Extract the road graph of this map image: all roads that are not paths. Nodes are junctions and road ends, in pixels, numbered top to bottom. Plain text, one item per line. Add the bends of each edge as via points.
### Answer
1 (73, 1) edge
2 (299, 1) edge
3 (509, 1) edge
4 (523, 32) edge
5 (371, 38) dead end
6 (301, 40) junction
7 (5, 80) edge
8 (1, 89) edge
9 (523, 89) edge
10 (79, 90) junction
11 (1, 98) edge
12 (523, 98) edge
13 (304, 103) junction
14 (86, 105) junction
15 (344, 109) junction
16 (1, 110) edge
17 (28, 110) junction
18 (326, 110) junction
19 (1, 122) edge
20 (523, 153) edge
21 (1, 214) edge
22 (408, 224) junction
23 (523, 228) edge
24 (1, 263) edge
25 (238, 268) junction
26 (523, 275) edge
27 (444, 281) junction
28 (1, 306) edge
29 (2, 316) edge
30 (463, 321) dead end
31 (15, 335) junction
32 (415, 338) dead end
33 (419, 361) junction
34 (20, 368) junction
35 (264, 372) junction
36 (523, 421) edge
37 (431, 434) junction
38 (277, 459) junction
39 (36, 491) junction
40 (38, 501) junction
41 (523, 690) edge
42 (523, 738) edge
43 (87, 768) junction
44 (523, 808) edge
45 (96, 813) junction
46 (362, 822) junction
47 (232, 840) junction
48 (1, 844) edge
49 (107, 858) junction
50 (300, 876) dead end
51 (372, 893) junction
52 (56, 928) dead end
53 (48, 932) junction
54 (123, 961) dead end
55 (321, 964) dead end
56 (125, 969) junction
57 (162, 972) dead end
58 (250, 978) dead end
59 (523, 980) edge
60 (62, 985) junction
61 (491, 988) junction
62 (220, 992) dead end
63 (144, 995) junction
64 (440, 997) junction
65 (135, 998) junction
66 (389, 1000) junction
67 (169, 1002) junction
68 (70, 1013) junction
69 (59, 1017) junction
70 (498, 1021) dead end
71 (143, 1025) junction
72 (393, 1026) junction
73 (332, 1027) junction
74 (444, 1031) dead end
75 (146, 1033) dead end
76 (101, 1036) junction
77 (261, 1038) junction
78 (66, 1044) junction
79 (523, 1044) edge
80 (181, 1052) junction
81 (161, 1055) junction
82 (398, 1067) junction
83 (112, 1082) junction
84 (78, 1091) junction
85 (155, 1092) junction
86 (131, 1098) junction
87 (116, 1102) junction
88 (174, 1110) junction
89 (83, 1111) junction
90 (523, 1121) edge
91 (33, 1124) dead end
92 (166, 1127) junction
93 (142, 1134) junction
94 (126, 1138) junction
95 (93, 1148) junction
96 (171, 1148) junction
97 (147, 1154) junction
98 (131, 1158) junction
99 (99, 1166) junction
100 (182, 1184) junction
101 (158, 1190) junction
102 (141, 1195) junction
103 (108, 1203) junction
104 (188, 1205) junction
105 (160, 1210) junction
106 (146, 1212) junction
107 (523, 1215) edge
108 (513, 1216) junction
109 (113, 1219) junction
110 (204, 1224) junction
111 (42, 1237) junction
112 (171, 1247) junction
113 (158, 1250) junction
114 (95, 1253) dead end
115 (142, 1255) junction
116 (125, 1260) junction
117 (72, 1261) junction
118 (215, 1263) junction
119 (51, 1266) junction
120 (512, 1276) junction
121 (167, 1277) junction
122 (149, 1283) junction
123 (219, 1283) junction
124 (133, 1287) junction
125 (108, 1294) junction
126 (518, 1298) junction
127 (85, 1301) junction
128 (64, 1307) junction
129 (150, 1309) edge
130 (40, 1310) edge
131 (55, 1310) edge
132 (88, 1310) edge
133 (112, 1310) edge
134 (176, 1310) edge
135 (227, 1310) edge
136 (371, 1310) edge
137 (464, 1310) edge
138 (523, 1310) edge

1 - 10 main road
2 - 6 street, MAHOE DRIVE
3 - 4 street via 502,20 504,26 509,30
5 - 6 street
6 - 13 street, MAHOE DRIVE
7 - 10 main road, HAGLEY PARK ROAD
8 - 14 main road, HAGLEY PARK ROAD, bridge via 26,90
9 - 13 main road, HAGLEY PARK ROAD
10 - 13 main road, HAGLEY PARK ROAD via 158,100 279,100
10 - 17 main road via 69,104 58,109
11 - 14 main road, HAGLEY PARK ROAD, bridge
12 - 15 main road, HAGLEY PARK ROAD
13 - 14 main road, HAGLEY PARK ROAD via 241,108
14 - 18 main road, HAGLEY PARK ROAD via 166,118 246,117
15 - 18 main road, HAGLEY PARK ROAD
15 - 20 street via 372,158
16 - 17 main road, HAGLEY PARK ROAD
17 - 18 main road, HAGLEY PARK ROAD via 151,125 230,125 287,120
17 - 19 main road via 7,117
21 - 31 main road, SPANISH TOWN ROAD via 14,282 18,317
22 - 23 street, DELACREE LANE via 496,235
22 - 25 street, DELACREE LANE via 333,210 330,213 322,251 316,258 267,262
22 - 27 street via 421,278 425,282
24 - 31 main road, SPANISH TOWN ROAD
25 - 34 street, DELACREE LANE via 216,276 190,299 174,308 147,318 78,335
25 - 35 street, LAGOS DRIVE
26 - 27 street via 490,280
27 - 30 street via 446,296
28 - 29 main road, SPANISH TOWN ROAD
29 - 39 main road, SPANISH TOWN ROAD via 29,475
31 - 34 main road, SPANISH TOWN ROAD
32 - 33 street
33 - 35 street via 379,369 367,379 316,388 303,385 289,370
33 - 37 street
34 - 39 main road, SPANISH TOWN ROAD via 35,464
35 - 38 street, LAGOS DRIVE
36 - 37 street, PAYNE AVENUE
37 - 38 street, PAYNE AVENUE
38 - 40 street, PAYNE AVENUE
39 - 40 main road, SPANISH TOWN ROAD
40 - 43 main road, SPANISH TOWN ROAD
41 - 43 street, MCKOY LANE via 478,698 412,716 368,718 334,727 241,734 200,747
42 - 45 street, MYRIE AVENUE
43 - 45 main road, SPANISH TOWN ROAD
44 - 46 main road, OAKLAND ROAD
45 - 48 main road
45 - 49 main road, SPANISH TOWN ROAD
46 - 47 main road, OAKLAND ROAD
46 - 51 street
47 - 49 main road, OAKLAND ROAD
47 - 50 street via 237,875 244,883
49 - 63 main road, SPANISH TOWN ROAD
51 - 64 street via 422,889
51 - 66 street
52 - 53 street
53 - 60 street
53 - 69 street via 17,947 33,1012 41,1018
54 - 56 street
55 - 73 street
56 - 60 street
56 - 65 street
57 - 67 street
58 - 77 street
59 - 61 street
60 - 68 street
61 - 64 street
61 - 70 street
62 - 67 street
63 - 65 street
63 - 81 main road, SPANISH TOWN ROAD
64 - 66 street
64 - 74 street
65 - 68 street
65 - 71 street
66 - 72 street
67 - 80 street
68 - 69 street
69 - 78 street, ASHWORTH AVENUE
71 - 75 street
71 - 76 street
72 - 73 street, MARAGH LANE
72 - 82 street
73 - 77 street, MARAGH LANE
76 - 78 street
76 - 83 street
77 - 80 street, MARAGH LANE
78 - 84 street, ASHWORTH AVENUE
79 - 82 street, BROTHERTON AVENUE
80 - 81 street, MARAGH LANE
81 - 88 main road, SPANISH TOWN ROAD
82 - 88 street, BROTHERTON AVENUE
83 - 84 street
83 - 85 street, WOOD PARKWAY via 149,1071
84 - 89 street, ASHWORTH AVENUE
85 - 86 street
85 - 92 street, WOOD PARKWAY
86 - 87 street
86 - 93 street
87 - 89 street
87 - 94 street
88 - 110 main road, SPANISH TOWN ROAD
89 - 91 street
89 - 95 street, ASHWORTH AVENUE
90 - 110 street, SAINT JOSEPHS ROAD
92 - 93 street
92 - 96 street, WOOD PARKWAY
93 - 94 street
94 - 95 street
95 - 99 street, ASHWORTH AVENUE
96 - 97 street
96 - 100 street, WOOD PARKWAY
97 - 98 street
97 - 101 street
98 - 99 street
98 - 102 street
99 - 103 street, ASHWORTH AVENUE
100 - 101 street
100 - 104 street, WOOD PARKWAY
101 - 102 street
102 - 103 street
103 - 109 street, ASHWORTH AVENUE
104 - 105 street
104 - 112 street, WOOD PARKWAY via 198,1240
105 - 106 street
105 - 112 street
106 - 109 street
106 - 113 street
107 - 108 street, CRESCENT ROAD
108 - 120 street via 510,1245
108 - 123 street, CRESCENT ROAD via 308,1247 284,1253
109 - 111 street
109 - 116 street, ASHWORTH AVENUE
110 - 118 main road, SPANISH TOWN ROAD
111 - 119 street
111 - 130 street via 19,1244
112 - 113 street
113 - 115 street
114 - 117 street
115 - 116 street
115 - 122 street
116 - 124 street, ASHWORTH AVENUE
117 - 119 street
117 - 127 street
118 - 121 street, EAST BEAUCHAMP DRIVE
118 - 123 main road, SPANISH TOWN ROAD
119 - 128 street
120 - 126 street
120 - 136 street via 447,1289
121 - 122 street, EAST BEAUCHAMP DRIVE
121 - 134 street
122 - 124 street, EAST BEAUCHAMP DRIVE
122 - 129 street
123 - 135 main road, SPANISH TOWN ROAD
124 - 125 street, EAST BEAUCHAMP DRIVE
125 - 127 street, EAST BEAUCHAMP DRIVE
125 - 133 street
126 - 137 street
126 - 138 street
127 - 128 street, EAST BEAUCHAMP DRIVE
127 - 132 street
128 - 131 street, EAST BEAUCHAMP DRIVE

......

• Instructions to follow:
Copy out every line of the material above that mentions the word "DELACREE".

• Solution below:
22 - 23 street, DELACREE LANE via 496,235
22 - 25 street, DELACREE LANE via 333,210 330,213 322,251 316,258 267,262
25 - 34 street, DELACREE LANE via 216,276 190,299 174,308 147,318 78,335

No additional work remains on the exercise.